» **RECORDS FOR THE TASK**:
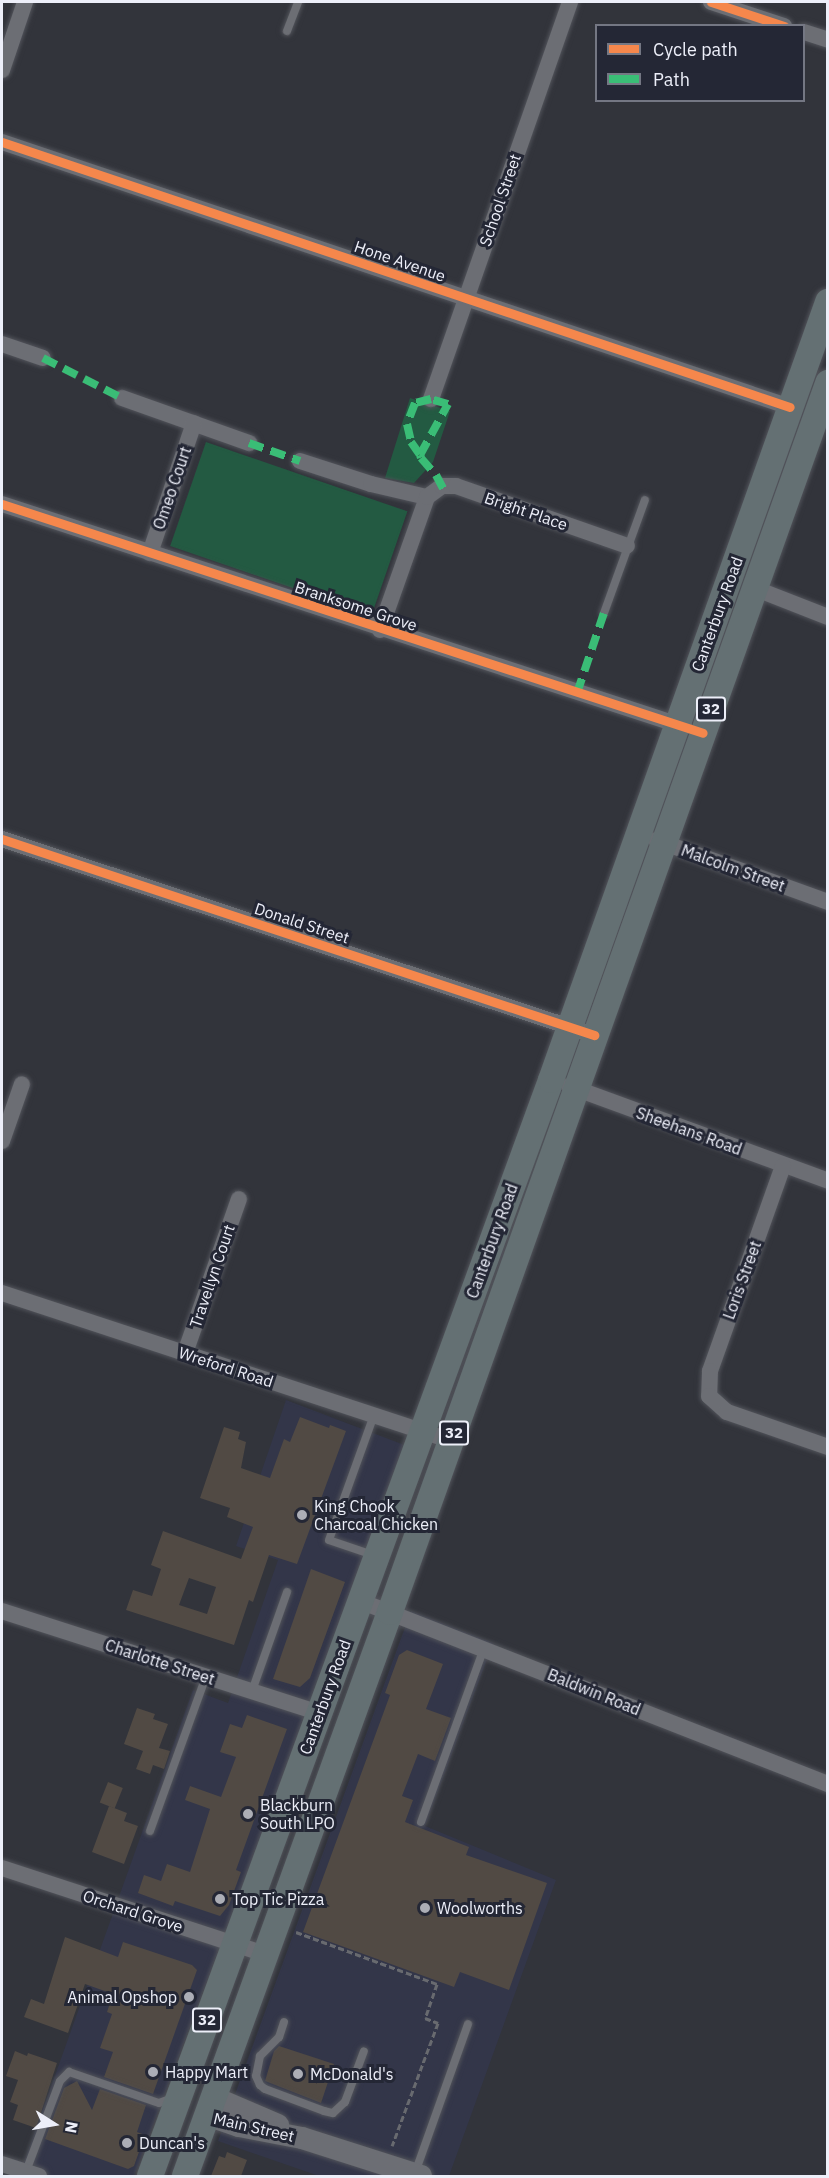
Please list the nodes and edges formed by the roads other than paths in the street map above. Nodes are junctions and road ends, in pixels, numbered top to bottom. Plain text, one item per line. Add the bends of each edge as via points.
1 (25, 2) edge
2 (298, 2) edge
3 (570, 2) edge
4 (711, 2) edge
5 (778, 24) edge
6 (287, 31) dead end
7 (805, 32) edge
8 (828, 40) edge
9 (2, 69) edge
10 (2, 142) edge
11 (465, 299) junction
12 (828, 302) edge
13 (2, 344) edge
14 (43, 358) dead end
15 (828, 382) edge
16 (122, 398) dead end
17 (431, 399) dead end
18 (790, 406) junction
19 (194, 423) junction
20 (249, 443) dead end
21 (300, 461) dead end
22 (427, 497) junction
23 (645, 500) dead end
24 (2, 504) edge
25 (627, 546) junction
26 (150, 553) junction
27 (754, 588) junction
28 (604, 613) dead end
29 (828, 617) edge
30 (380, 630) junction
31 (677, 725) junction
32 (703, 733) junction
33 (638, 833) junction
34 (2, 839) edge
35 (663, 843) junction
36 (828, 902) edge
37 (570, 1027) junction
38 (594, 1035) junction
39 (551, 1080) junction
40 (22, 1084) dead end
41 (575, 1089) junction
42 (2, 1141) edge
43 (783, 1166) junction
44 (828, 1181) edge
45 (239, 1199) dead end
46 (2, 1293) edge
47 (185, 1353) junction
48 (374, 1415) junction
49 (423, 1431) junction
50 (451, 1441) junction
51 (828, 1447) edge
52 (376, 1557) junction
53 (287, 1592) dead end
54 (360, 1601) junction
55 (2, 1611) edge
56 (390, 1612) junction
57 (484, 1648) junction
58 (206, 1676) junction
59 (252, 1691) junction
60 (319, 1713) junction
61 (828, 1784) edge
62 (421, 1822) dead end
63 (150, 1831) dead end
64 (2, 1868) edge
65 (235, 1943) junction
66 (265, 1954) junction
67 (284, 2022) dead end
68 (468, 2024) dead end
69 (364, 2051) dead end
70 (179, 2097) junction
71 (210, 2106) junction
72 (2, 2164) edge
73 (30, 2175) edge
74 (150, 2176) edge
75 (185, 2176) edge
76 (418, 2176) edge

1 - 9 street
2 - 6 lane
3 - 11 street, School Street
4 - 5 street
7 - 8 street
10 - 11 street, Hone Avenue
11 - 17 street, School Street
11 - 18 street, Hone Avenue
12 - 18 main road, Canterbury Road / 32
13 - 14 street
15 - 27 main road, Canterbury Road / 32
16 - 19 street
18 - 31 main road, Canterbury Road / 32
19 - 20 street
19 - 26 street, Omeo Court
21 - 22 street
22 - 25 street, Bright Place via 442,486 456,486
22 - 30 street
23 - 25 lane
24 - 26 street, Branksome Grove
25 - 28 lane
26 - 30 street, Branksome Grove
27 - 29 street
27 - 32 main road, Canterbury Road / 32
30 - 31 street, Branksome Grove
31 - 32 street, Branksome Grove
31 - 33 main road, Canterbury Road / 32
32 - 35 main road, Canterbury Road / 32
33 - 35 street, Malcolm Street
33 - 37 main road, Canterbury Road / 32
34 - 37 street, Donald Street
35 - 36 street, Malcolm Street
35 - 38 main road, Canterbury Road / 32
37 - 38 street, Donald Street
37 - 39 main road, Canterbury Road / 32
38 - 41 main road, Canterbury Road / 32
39 - 41 street, Sheehans Road
39 - 49 main road, Canterbury Road / 32
40 - 42 street
41 - 43 street, Sheehans Road
41 - 50 main road, Canterbury Road / 32
43 - 44 street, Sheehans Road
43 - 51 street, Loris Street via 710,1371 709,1396 727,1412
45 - 47 street, Travellyn Court
46 - 47 street, Wreford Road
47 - 48 street, Wreford Road
48 - 49 street, Wreford Road
48 - 52 lane via 329,1540
49 - 50 street, Wreford Road
49 - 52 main road, Canterbury Road / 32
50 - 56 main road, Canterbury Road / 32
52 - 54 main road, Canterbury Road / 32
53 - 59 lane
54 - 56 street, Baldwin Road
54 - 60 main road, Canterbury Road / 32
55 - 58 street, Charlotte Street
56 - 57 street, Baldwin Road
56 - 66 main road, Canterbury Road / 32
57 - 61 street, Baldwin Road
57 - 62 lane
58 - 59 street, Charlotte Street
58 - 63 lane
59 - 60 street, Charlotte Street
60 - 65 main road, Canterbury Road / 32
64 - 65 street, Orchard Grove
65 - 66 street, Orchard Grove
65 - 70 main road, Canterbury Road / 32
66 - 71 main road, Canterbury Road / 32
67 - 69 lane via 279,2037 260,2056 256,2076 260,2085 324,2111 333,2113 345,2102
68 - 76 lane
70 - 71 main road
70 - 73 lane via 159,2103 69,2072 60,2081
70 - 74 main road, Canterbury Road / 32
71 - 75 main road, Canterbury Road / 32
71 - 76 street, Main Street via 239,2126 302,2138
72 - 73 street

» **PROBLEM TO WORK ON**:
Output the whole listing exactly. Pictures stay out.

» **WRITTEN RESPONSE**:
Please list the nodes and edges formed by the roads other than paths in the street map above. Nodes are junctions and road ends, in pixels, numbered top to bottom. Plain text, one item per line. Add the bends of each edge as via points.
1 (25, 2) edge
2 (298, 2) edge
3 (570, 2) edge
4 (711, 2) edge
5 (778, 24) edge
6 (287, 31) dead end
7 (805, 32) edge
8 (828, 40) edge
9 (2, 69) edge
10 (2, 142) edge
11 (465, 299) junction
12 (828, 302) edge
13 (2, 344) edge
14 (43, 358) dead end
15 (828, 382) edge
16 (122, 398) dead end
17 (431, 399) dead end
18 (790, 406) junction
19 (194, 423) junction
20 (249, 443) dead end
21 (300, 461) dead end
22 (427, 497) junction
23 (645, 500) dead end
24 (2, 504) edge
25 (627, 546) junction
26 (150, 553) junction
27 (754, 588) junction
28 (604, 613) dead end
29 (828, 617) edge
30 (380, 630) junction
31 (677, 725) junction
32 (703, 733) junction
33 (638, 833) junction
34 (2, 839) edge
35 (663, 843) junction
36 (828, 902) edge
37 (570, 1027) junction
38 (594, 1035) junction
39 (551, 1080) junction
40 (22, 1084) dead end
41 (575, 1089) junction
42 (2, 1141) edge
43 (783, 1166) junction
44 (828, 1181) edge
45 (239, 1199) dead end
46 (2, 1293) edge
47 (185, 1353) junction
48 (374, 1415) junction
49 (423, 1431) junction
50 (451, 1441) junction
51 (828, 1447) edge
52 (376, 1557) junction
53 (287, 1592) dead end
54 (360, 1601) junction
55 (2, 1611) edge
56 (390, 1612) junction
57 (484, 1648) junction
58 (206, 1676) junction
59 (252, 1691) junction
60 (319, 1713) junction
61 (828, 1784) edge
62 (421, 1822) dead end
63 (150, 1831) dead end
64 (2, 1868) edge
65 (235, 1943) junction
66 (265, 1954) junction
67 (284, 2022) dead end
68 (468, 2024) dead end
69 (364, 2051) dead end
70 (179, 2097) junction
71 (210, 2106) junction
72 (2, 2164) edge
73 (30, 2175) edge
74 (150, 2176) edge
75 (185, 2176) edge
76 (418, 2176) edge

1 - 9 street
2 - 6 lane
3 - 11 street, School Street
4 - 5 street
7 - 8 street
10 - 11 street, Hone Avenue
11 - 17 street, School Street
11 - 18 street, Hone Avenue
12 - 18 main road, Canterbury Road / 32
13 - 14 street
15 - 27 main road, Canterbury Road / 32
16 - 19 street
18 - 31 main road, Canterbury Road / 32
19 - 20 street
19 - 26 street, Omeo Court
21 - 22 street
22 - 25 street, Bright Place via 442,486 456,486
22 - 30 street
23 - 25 lane
24 - 26 street, Branksome Grove
25 - 28 lane
26 - 30 street, Branksome Grove
27 - 29 street
27 - 32 main road, Canterbury Road / 32
30 - 31 street, Branksome Grove
31 - 32 street, Branksome Grove
31 - 33 main road, Canterbury Road / 32
32 - 35 main road, Canterbury Road / 32
33 - 35 street, Malcolm Street
33 - 37 main road, Canterbury Road / 32
34 - 37 street, Donald Street
35 - 36 street, Malcolm Street
35 - 38 main road, Canterbury Road / 32
37 - 38 street, Donald Street
37 - 39 main road, Canterbury Road / 32
38 - 41 main road, Canterbury Road / 32
39 - 41 street, Sheehans Road
39 - 49 main road, Canterbury Road / 32
40 - 42 street
41 - 43 street, Sheehans Road
41 - 50 main road, Canterbury Road / 32
43 - 44 street, Sheehans Road
43 - 51 street, Loris Street via 710,1371 709,1396 727,1412
45 - 47 street, Travellyn Court
46 - 47 street, Wreford Road
47 - 48 street, Wreford Road
48 - 49 street, Wreford Road
48 - 52 lane via 329,1540
49 - 50 street, Wreford Road
49 - 52 main road, Canterbury Road / 32
50 - 56 main road, Canterbury Road / 32
52 - 54 main road, Canterbury Road / 32
53 - 59 lane
54 - 56 street, Baldwin Road
54 - 60 main road, Canterbury Road / 32
55 - 58 street, Charlotte Street
56 - 57 street, Baldwin Road
56 - 66 main road, Canterbury Road / 32
57 - 61 street, Baldwin Road
57 - 62 lane
58 - 59 street, Charlotte Street
58 - 63 lane
59 - 60 street, Charlotte Street
60 - 65 main road, Canterbury Road / 32
64 - 65 street, Orchard Grove
65 - 66 street, Orchard Grove
65 - 70 main road, Canterbury Road / 32
66 - 71 main road, Canterbury Road / 32
67 - 69 lane via 279,2037 260,2056 256,2076 260,2085 324,2111 333,2113 345,2102
68 - 76 lane
70 - 71 main road
70 - 73 lane via 159,2103 69,2072 60,2081
70 - 74 main road, Canterbury Road / 32
71 - 75 main road, Canterbury Road / 32
71 - 76 street, Main Street via 239,2126 302,2138
72 - 73 street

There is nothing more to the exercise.